Wherever "Kramat" shows up in the records below, copy the whole line.

INPUT RECORDS START

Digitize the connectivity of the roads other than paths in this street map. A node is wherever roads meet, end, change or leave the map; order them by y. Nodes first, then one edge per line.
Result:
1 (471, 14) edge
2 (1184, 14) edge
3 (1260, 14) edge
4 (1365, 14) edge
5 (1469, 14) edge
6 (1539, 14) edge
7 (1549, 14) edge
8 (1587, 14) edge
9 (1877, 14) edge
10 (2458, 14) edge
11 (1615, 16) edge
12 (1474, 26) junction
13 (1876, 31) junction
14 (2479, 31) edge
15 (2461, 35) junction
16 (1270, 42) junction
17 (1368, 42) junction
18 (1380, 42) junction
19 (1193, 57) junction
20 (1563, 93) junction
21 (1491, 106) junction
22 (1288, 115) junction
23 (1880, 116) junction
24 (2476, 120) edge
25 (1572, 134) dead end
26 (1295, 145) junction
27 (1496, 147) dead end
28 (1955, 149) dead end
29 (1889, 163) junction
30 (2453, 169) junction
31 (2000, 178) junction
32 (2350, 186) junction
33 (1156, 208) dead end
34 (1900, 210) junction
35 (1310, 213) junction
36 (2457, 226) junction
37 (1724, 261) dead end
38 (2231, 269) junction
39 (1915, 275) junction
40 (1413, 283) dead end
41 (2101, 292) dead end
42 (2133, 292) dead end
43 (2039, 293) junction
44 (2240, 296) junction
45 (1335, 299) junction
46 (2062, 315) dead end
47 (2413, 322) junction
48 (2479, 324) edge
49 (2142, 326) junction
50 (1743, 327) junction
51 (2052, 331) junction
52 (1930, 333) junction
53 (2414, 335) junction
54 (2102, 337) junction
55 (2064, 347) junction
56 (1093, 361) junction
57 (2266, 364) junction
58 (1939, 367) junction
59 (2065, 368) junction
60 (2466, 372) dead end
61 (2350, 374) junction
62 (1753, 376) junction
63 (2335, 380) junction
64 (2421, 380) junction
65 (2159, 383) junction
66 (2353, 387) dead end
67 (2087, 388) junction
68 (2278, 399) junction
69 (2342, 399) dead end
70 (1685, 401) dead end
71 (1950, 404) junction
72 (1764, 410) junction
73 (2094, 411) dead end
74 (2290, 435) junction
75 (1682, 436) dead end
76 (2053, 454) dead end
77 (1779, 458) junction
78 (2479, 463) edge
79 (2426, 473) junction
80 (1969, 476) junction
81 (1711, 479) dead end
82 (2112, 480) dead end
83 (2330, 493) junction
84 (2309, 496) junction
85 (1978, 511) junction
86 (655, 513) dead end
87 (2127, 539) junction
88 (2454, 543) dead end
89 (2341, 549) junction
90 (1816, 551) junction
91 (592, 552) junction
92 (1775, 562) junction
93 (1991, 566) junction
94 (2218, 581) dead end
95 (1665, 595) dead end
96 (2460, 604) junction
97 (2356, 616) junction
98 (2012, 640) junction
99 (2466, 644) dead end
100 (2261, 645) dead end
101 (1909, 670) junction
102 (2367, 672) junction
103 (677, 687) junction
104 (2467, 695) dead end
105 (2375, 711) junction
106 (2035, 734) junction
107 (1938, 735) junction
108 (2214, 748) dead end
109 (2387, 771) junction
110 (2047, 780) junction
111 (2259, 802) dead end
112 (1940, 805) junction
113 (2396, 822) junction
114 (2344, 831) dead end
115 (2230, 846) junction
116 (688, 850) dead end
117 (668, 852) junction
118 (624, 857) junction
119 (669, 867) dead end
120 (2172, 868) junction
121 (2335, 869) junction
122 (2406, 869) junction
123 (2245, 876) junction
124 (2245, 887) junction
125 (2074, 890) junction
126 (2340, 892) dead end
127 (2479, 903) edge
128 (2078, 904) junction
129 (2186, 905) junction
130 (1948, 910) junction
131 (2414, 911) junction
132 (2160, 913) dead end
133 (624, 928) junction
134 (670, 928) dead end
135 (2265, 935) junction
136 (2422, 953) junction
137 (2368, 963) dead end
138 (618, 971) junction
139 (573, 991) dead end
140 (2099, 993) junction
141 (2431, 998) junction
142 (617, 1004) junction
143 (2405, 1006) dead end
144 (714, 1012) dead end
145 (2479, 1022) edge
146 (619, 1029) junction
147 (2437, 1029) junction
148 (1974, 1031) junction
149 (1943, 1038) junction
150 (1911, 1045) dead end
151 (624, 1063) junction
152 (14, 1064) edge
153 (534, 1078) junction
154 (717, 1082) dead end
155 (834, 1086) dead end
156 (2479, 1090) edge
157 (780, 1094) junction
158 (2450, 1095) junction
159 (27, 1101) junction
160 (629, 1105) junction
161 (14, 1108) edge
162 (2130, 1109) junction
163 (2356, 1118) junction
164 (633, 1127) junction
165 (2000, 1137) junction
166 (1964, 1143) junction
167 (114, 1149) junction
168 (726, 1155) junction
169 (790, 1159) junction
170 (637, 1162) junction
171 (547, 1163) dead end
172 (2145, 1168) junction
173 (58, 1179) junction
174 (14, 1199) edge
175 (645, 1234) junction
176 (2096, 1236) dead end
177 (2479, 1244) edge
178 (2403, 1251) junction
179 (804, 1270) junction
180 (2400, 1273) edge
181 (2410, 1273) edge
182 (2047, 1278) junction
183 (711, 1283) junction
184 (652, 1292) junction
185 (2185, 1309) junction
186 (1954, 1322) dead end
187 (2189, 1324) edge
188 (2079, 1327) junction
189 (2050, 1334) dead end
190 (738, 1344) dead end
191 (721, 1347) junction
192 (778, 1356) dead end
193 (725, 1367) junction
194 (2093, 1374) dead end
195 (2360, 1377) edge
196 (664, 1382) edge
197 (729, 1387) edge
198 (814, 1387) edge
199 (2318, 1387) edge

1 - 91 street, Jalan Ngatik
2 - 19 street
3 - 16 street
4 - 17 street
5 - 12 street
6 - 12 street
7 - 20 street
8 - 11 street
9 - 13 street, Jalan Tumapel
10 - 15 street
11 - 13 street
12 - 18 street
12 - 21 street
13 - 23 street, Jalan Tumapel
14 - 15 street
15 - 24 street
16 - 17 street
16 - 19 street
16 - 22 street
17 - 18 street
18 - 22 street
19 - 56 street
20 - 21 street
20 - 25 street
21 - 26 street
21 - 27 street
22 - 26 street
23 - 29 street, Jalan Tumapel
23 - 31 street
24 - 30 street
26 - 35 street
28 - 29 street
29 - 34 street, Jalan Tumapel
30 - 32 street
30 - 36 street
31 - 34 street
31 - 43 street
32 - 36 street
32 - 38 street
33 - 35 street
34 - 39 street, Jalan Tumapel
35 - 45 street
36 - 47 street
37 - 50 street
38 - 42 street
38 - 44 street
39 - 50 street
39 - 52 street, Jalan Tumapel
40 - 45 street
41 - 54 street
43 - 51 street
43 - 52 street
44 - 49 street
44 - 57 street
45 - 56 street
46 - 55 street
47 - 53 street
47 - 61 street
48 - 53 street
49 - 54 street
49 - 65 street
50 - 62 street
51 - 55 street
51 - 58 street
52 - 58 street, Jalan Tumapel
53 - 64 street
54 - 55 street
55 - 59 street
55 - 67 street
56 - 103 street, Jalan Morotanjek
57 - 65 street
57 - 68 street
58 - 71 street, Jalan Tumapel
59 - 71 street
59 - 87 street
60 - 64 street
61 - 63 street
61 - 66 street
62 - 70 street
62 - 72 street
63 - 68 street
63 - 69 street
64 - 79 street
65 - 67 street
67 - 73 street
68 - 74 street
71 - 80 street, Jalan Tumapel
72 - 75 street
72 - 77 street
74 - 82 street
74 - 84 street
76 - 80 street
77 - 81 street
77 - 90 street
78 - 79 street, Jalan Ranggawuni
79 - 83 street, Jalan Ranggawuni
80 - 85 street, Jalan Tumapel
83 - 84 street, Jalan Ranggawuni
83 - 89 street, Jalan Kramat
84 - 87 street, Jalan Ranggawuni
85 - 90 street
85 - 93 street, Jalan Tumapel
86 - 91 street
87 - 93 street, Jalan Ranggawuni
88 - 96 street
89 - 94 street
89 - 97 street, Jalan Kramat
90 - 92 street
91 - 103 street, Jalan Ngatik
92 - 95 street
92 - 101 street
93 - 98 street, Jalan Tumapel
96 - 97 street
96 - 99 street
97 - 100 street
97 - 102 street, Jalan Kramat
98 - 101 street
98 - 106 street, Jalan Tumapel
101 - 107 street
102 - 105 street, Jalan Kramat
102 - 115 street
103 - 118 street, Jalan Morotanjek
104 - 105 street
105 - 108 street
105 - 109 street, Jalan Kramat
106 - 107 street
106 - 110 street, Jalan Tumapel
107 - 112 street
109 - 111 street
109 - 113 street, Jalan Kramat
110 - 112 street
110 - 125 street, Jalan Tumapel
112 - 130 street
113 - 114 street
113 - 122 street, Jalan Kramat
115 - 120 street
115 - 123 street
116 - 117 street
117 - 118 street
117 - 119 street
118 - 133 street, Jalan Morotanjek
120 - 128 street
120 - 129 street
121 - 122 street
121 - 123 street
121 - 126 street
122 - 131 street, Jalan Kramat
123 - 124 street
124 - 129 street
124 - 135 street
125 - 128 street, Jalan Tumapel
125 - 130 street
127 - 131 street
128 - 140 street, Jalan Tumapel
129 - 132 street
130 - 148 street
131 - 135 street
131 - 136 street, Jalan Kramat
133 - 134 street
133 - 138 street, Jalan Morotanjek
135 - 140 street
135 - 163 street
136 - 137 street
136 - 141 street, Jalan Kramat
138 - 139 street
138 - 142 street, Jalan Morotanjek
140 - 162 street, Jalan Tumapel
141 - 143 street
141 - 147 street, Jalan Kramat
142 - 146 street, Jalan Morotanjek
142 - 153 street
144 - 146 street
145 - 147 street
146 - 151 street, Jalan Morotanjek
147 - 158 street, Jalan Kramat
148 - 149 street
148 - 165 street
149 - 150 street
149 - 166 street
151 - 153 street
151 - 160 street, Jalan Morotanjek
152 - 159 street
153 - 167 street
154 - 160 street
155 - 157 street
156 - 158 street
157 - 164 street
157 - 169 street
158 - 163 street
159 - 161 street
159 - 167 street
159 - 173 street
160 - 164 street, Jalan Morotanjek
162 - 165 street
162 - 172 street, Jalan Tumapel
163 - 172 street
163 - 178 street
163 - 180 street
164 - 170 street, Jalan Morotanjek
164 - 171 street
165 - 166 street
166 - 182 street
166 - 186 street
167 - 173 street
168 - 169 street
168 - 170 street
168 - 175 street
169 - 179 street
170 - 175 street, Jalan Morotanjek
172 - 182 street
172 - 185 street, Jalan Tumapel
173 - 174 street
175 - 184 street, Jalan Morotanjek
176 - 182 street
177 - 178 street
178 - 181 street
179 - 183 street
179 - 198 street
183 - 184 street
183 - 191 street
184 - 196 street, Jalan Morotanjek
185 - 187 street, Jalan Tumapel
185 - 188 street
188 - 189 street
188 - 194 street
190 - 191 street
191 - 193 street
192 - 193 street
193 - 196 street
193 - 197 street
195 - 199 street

INPUT RECORDS END

## [WRITTEN RESPONSE]
83 - 89 street, Jalan Kramat
89 - 97 street, Jalan Kramat
97 - 102 street, Jalan Kramat
102 - 105 street, Jalan Kramat
105 - 109 street, Jalan Kramat
109 - 113 street, Jalan Kramat
113 - 122 street, Jalan Kramat
122 - 131 street, Jalan Kramat
131 - 136 street, Jalan Kramat
136 - 141 street, Jalan Kramat
141 - 147 street, Jalan Kramat
147 - 158 street, Jalan Kramat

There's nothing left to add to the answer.